Pilatus Flugzeugwerke AG, founded in 1939, is the leading manufacturer of single-engine turboprop aircraft and the only Swiss company to develop and construct aircraft and training systems and sell them on every continent. The highest demands in terms of quality apply globally within the aviation sector. A task that already represents a challenge within series aircraft manufacturing becomes a work of art in itself within customised aircraft manufacturing.

As thousands of individual parts are involved that have to fit together perfectly, the complexity of quality control within production increases, as all of the parts and the modules produced from them must undergo an entire and extremely precise quality control check. In particular, observing the accuracy of fit within the current partial series manufacturing plays a vital role within Pilatus.  The customers' individual challenging requests  can only be taken into consideration and tested with this production process. 

From early in 2009, an API laser tracker has played a major part in the company’s ability to implement these customer requests. Pilatus manufactures the parts of an aircraft, such as the body, cockpit or wings, at different sites. The measuring points are already defined when they are constructed, enabling the jigs for the parts assembly to be checked at a later stage.  Measuring these points guarantees that the jig corresponds with the CAD data. On the basis of these reference points, an aircraft wing, for example, which is made up of thousands of individual parts, can be assembled precisely and be checked at crucial points to ensure that it corresponds with the CAD data. The laser tracker realises the measuring point deviations from the CAD model in real time - a prerequisite for assembling in an efficient and dimensionally accurate manner.

With the ability to measure distances of up to 60 metres, the tracker is also suitable for  body and wing assemblies for large aircraft. However, it is not always the size of a jig itself that can create problems for manufacturing.  Often it is the complexity that can present a metrological challenge - such as in the case of a jig for the construction of a cockpit. Pilatus can only guarantee that the completed cockpit corresponds exactly to the specification on the construction plans due to the large number of measuring points on the jig.

This jig also has tooling holes (drill holes) that accommodate the tooling balls for the laser reflector (SMR) on the tracker.  The measuring process can be initiated by remote control and, in this way, these measurements can be carried out by one person. Each measuring cycle only requires marginally more time than the few seconds required for the sensor to reach the measuring point.  As a result, measurements that previously required days, can now be completed within a few hours.

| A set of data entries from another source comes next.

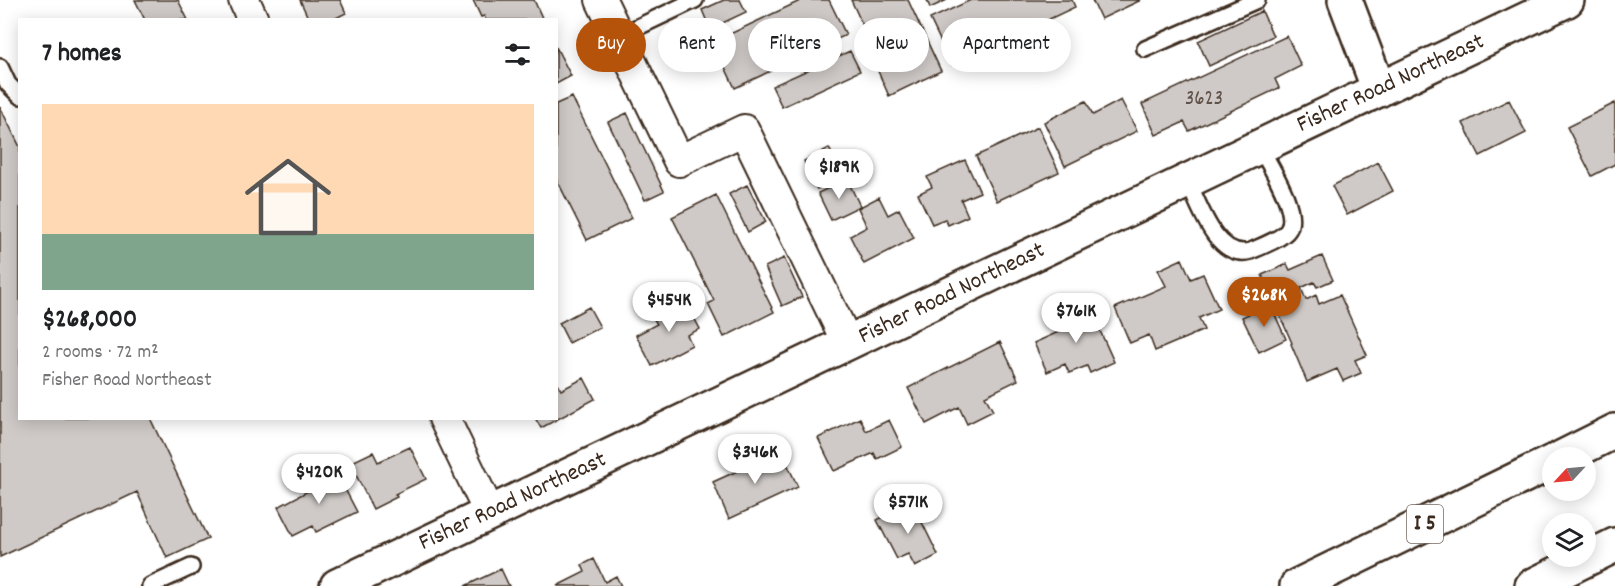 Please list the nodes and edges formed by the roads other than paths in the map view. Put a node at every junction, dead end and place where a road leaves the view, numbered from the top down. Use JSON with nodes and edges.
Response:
{"nodes":[{"id":1,"x":244,"y":0,"type":"edge"},
{"id":2,"x":601,"y":0,"type":"edge"},
{"id":3,"x":694,"y":0,"type":"edge"},
{"id":4,"x":1257,"y":0,"type":"edge"},
{"id":5,"x":1345,"y":0,"type":"edge"},
{"id":6,"x":1567,"y":0,"type":"edge"},
{"id":7,"x":252,"y":18,"type":"edge"},
{"id":8,"x":610,"y":18,"type":"edge"},
{"id":9,"x":646,"y":23,"type":"edge"},
{"id":10,"x":1145,"y":50,"type":"dead end"},
{"id":11,"x":0,"y":67,"type":"edge"},
{"id":12,"x":636,"y":72,"type":"edge"},
{"id":13,"x":1379,"y":90,"type":"junction"},
{"id":14,"x":18,"y":94,"type":"edge"},
{"id":15,"x":1260,"y":147,"type":"junction"},
{"id":16,"x":1188,"y":181,"type":"junction"},
{"id":17,"x":848,"y":344,"type":"junction"},
{"id":18,"x":445,"y":420,"type":"edge"},
{"id":19,"x":1615,"y":431,"type":"edge"},
{"id":20,"x":1583,"y":447,"type":"edge"},
{"id":21,"x":1542,"y":467,"type":"edge"},
{"id":22,"x":489,"y":512,"type":"junction"},
{"id":23,"x":1615,"y":545,"type":"edge"},
{"id":24,"x":191,"y":567,"type":"dead end"},
{"id":25,"x":348,"y":584,"type":"edge"},
{"id":26,"x":150,"y":586,"type":"edge"},
{"id":27,"x":1297,"y":586,"type":"edge"},
{"id":28,"x":1532,"y":586,"type":"edge"}],
"edges":[{"from":1,"to":7,"type":"street"},
{"from":2,"to":8,"type":"street"},
{"from":3,"to":9,"type":"lane"},
{"from":4,"to":10,"type":"lane"},
{"from":5,"to":13,"type":"main road"},
{"from":6,"to":13,"type":"main road","name":"Fisher Road Northeast"},
{"from":11,"to":14,"type":"lane"},
{"from":12,"to":17,"type":"street"},
{"from":13,"to":15,"type":"main road","name":"Fisher Road Northeast"},
{"from":15,"to":16,"type":"main road","name":"Fisher Road Northeast"},
{"from":15,"to":16,"type":"lane"},
{"from":16,"to":17,"type":"main road","name":"Fisher Road Northeast"},
{"from":17,"to":22,"type":"main road","name":"Fisher Road Northeast"},
{"from":18,"to":22,"type":"street"},
{"from":19,"to":20,"type":"main road"},
{"from":21,"to":27,"type":"main road","number":"I 5"},
{"from":22,"to":25,"type":"main road","name":"Fisher Road Northeast"},
{"from":23,"to":28,"type":"main road"},
{"from":24,"to":26,"type":"lane"}]}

Drilling holes is not generally considered a challenge or even a time-critical task outside of the oil industry. However, in aircraft construction it is of vital importance. Exact positioning is crucial as the drill holes accommodate the rivets that fasten the aluminium shell of the aircraft to the hull (stringers and ribs). In the past, the drill holes could only be made once the outer skin was fitted onto the hull - the exact position of the drill holes was only determined at this point.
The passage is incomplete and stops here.